У нас книга Котсовского упомянута исследовательницей, поместившей на Интернет под именем Helen Verber свою работу «Достоевский и нигилизм». В печати ссылка на книгу Котсовского сделана Е. Р. Пономаревым в работе «Лев Толстой в литературном сознании русской эмиграции 19201930-х годов» («Русская литература», 2000, № 3. с. 202–211, на Интернете с 2008 г.)
По справедливому мнению Пономарева, позиция, изложенная Котсовским в середине 50-х годов, это рецидив давней критики Толстого и Достоевского за их «вклад в подготовку русского бунта». Действительно, ещё в начале 1900-х годов по российским редакциям распространялось открытое анонимное письмо Толстому с требованием одуматься и прекратить пропаганду своих антагонистических воззрений, подливающих масла в разгорающийся революционный пожар. Критика Толстого, обзор которой дает Пономарев, обострилась в послеоктябрьские годы. Пономарев рассматривает колебания в отношении к Толстому зарубежной России, представленной старшим поколением эмигрантов (Бунин, Зинаида Гиппиус, Маклаков, Струве, Шестов и др.).
Конечно, книге Котсовского тематически близка статья Бердяева «Духи русской революции», что отмечено Helen Verber, но эта статья не могла попасть в поле зрения Котсовского. Верстка сборника «Из глубины», для которого Бердяев написал статью, в 1918 г. оказалась остановлена советской цензурой, а самовольно выпущенный в 1921 г. тираж конфискован[312].
Пономарев прослеживает: «вторая волна»[313] эмиграции хваталась за Толстого как за якорь духовного спасения (Бунин) и в нем же видела виновника постигшей их катастрофы (Ильин). Критика постепенно утихала по мере усиления ностальгии – тоски по родине. С возрастом и в силу обстоятельств, прежде всего укрепления России советской, стареющее поколение зарубежных русских оказалось охвачено чувством безвозвратной утраты своей страны. Пономарев приводит запись начала 30-х годов из дневника
В. Н. Муромцевой-Буниной: «В Россию нам не вернуться». Возвращением духовным стало сочувственное обращение к русской классике, прежде всего, к Толстому.
В конце 30-х годов начавшаяся на Западе Мировая война и ставшая для России с 1941 г. войной Отечественной возбудила патриотизм среди эмиграции. Однако после войны и с началом «войны холодной» конфронтация двух геополитических лагерей, преследование «красных» в странах капиталистического лагеря, а с другой стороны непризнание зарубежной России в Советском Союзе сделали невозможным единодушие российской диаспоры. Эмиграция должна была решительно расколоться, и вопрос, кто виноват в утрате прежней России, опять сделался злободневным[314].

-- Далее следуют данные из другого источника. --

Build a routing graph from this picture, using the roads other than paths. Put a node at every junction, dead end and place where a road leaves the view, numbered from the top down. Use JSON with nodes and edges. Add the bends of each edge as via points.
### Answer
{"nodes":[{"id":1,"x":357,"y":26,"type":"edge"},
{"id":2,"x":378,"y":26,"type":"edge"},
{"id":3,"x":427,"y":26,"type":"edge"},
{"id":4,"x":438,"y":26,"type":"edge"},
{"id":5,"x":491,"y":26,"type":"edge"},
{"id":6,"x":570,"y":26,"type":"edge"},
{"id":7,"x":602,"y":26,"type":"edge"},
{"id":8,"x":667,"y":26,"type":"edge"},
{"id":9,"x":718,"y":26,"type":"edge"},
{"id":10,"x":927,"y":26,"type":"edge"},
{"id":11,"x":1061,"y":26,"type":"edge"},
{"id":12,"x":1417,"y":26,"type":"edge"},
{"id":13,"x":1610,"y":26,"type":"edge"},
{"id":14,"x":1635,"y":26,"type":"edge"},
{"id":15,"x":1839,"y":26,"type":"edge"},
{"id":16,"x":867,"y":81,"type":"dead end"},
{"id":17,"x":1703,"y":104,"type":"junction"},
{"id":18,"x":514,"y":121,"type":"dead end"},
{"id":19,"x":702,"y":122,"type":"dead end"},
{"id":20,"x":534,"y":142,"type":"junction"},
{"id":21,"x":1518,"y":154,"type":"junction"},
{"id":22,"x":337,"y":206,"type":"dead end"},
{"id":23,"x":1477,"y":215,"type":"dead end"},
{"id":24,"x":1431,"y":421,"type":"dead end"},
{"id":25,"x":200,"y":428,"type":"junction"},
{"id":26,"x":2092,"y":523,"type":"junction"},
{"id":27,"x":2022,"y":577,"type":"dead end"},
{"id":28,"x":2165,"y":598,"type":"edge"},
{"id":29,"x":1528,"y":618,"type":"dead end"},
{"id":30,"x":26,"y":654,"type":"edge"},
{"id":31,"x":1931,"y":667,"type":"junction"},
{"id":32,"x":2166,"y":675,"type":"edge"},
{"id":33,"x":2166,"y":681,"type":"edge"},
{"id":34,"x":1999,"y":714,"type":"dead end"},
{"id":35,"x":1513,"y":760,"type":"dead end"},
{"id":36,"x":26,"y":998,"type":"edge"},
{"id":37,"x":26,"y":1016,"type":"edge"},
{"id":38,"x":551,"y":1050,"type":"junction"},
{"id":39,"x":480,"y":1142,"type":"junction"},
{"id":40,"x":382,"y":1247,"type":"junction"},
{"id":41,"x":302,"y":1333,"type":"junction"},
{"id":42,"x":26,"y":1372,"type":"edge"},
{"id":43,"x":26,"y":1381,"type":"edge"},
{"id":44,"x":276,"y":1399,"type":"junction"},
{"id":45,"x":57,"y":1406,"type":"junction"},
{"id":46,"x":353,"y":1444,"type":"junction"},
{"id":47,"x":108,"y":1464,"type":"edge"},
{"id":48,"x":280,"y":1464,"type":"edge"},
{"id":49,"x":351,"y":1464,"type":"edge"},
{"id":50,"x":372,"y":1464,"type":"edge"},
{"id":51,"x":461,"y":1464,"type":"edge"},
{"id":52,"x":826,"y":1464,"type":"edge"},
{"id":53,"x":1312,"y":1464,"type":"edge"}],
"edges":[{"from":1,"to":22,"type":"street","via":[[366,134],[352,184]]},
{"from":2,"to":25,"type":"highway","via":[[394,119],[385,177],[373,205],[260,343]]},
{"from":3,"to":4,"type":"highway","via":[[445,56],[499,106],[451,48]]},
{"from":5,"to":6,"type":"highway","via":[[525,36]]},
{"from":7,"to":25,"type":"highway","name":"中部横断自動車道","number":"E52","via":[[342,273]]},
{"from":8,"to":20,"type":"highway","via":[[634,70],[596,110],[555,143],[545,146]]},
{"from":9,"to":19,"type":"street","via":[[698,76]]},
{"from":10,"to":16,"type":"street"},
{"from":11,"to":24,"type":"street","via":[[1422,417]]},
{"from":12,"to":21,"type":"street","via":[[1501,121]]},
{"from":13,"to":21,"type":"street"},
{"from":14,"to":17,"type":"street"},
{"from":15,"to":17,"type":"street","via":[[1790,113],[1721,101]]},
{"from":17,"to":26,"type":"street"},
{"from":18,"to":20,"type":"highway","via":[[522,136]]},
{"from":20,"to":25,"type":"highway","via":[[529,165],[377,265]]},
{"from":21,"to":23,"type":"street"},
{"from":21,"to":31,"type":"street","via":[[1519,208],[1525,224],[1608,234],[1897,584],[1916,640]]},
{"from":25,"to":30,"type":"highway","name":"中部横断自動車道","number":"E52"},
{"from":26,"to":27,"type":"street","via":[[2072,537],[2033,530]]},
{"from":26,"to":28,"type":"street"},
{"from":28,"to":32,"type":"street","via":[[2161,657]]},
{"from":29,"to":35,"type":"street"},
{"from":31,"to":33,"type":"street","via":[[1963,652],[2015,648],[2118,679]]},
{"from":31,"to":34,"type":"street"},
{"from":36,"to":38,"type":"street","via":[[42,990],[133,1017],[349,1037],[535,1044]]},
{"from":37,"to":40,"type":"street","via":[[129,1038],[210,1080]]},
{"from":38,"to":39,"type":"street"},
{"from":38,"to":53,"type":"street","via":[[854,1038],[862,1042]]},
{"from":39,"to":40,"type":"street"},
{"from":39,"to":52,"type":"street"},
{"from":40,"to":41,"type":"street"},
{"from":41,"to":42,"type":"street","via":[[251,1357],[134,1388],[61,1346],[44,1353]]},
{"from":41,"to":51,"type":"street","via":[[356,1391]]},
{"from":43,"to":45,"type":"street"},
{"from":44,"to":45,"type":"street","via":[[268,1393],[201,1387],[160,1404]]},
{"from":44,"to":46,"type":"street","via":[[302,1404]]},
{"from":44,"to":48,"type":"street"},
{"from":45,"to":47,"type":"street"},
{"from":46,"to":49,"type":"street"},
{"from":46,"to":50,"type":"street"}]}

В 50-60-е годы каждое из многочисленных и разноголосых эмигрантских периодических изданий на русском языке искало и находило виновников или даже виновника краха монархии, бед Февраля и пагубы Октября. В пылу взаимных обвинений, революция стала выглядеть персональной виной, результатом чьей-то ошибки или намеренного вредительства, чаще и больше других доставалось генералу Алексееву. Ситуацию нам нетрудно себе представить. Рецидивы конспиративного, не исторически обусловленного объяснения крупнейших событий мы в изобилии имеем и сегодня, когда уроки Октября сводятся к проискам тех или иных «чуждых сил», а оценка результатов эпохального переворота, сделавшего полуфеодальную страну современной сверхдержавой, ограничивается оплакиванием разрушения старой России. Развал двух великих российских государств, совершившийся с интервалом в три четверти века, мало чему научил тех, кто слишком молод, чтобы представлять себе Советский Союз, и тех, кто пристрастно озлоблен по отношению к «позорному советскому прошлому», причем, ненависть к развалившемуся СССР чаще всего проявляется у тех, кто целиком принадлежит советскому периоду русской истории. Нет у революции худших врагов, чем люди поднявшиеся благодаря революции, говорит Бальзак, живописуя Францию двух революций: явление универсальное и вечное.